Assignment:
For this exercise, print all of the entries exactly as given.

::: Data supplied

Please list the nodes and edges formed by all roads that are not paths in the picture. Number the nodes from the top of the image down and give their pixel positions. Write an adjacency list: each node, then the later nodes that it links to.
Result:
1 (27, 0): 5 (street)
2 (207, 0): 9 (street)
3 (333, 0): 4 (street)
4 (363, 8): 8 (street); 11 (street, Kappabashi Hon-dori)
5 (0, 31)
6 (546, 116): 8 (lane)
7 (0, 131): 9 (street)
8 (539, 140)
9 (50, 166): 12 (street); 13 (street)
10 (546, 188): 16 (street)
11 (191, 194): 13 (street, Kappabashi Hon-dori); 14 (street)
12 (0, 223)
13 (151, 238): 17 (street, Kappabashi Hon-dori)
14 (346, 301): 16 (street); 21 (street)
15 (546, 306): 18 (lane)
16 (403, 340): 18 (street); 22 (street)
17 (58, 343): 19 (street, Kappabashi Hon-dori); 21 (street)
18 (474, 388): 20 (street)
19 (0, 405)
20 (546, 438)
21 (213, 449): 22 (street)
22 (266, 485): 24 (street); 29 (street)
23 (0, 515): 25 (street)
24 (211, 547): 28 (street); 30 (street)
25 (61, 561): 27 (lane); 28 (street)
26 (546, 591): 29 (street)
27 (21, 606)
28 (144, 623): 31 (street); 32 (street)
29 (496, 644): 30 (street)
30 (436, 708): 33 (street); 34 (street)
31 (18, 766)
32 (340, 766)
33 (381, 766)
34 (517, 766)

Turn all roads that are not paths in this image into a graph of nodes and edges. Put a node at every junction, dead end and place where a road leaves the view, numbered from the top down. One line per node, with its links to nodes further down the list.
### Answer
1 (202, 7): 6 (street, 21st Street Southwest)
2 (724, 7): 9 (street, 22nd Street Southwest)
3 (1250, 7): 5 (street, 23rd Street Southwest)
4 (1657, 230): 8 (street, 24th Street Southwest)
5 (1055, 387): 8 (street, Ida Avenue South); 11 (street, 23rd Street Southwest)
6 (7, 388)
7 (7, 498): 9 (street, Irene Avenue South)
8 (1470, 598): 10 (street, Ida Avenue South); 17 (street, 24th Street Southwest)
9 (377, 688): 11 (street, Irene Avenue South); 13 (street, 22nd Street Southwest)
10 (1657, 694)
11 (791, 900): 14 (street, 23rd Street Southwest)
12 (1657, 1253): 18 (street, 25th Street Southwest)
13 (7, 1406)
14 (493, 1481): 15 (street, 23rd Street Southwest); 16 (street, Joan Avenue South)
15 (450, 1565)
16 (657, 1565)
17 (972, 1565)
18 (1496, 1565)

::::::

Result:
Please list the nodes and edges formed by all roads that are not paths in the picture. Number the nodes from the top of the image down and give their pixel positions. Write an adjacency list: each node, then the later nodes that it links to.
Result:
1 (27, 0): 5 (street)
2 (207, 0): 9 (street)
3 (333, 0): 4 (street)
4 (363, 8): 8 (street); 11 (street, Kappabashi Hon-dori)
5 (0, 31)
6 (546, 116): 8 (lane)
7 (0, 131): 9 (street)
8 (539, 140)
9 (50, 166): 12 (street); 13 (street)
10 (546, 188): 16 (street)
11 (191, 194): 13 (street, Kappabashi Hon-dori); 14 (street)
12 (0, 223)
13 (151, 238): 17 (street, Kappabashi Hon-dori)
14 (346, 301): 16 (street); 21 (street)
15 (546, 306): 18 (lane)
16 (403, 340): 18 (street); 22 (street)
17 (58, 343): 19 (street, Kappabashi Hon-dori); 21 (street)
18 (474, 388): 20 (street)
19 (0, 405)
20 (546, 438)
21 (213, 449): 22 (street)
22 (266, 485): 24 (street); 29 (street)
23 (0, 515): 25 (street)
24 (211, 547): 28 (street); 30 (street)
25 (61, 561): 27 (lane); 28 (street)
26 (546, 591): 29 (street)
27 (21, 606)
28 (144, 623): 31 (street); 32 (street)
29 (496, 644): 30 (street)
30 (436, 708): 33 (street); 34 (street)
31 (18, 766)
32 (340, 766)
33 (381, 766)
34 (517, 766)

Turn all roads that are not paths in this image into a graph of nodes and edges. Put a node at every junction, dead end and place where a road leaves the view, numbered from the top down. One line per node, with its links to nodes further down the list.
### Answer
1 (202, 7): 6 (street, 21st Street Southwest)
2 (724, 7): 9 (street, 22nd Street Southwest)
3 (1250, 7): 5 (street, 23rd Street Southwest)
4 (1657, 230): 8 (street, 24th Street Southwest)
5 (1055, 387): 8 (street, Ida Avenue South); 11 (street, 23rd Street Southwest)
6 (7, 388)
7 (7, 498): 9 (street, Irene Avenue South)
8 (1470, 598): 10 (street, Ida Avenue South); 17 (street, 24th Street Southwest)
9 (377, 688): 11 (street, Irene Avenue South); 13 (street, 22nd Street Southwest)
10 (1657, 694)
11 (791, 900): 14 (street, 23rd Street Southwest)
12 (1657, 1253): 18 (street, 25th Street Southwest)
13 (7, 1406)
14 (493, 1481): 15 (street, 23rd Street Southwest); 16 (street, Joan Avenue South)
15 (450, 1565)
16 (657, 1565)
17 (972, 1565)
18 (1496, 1565)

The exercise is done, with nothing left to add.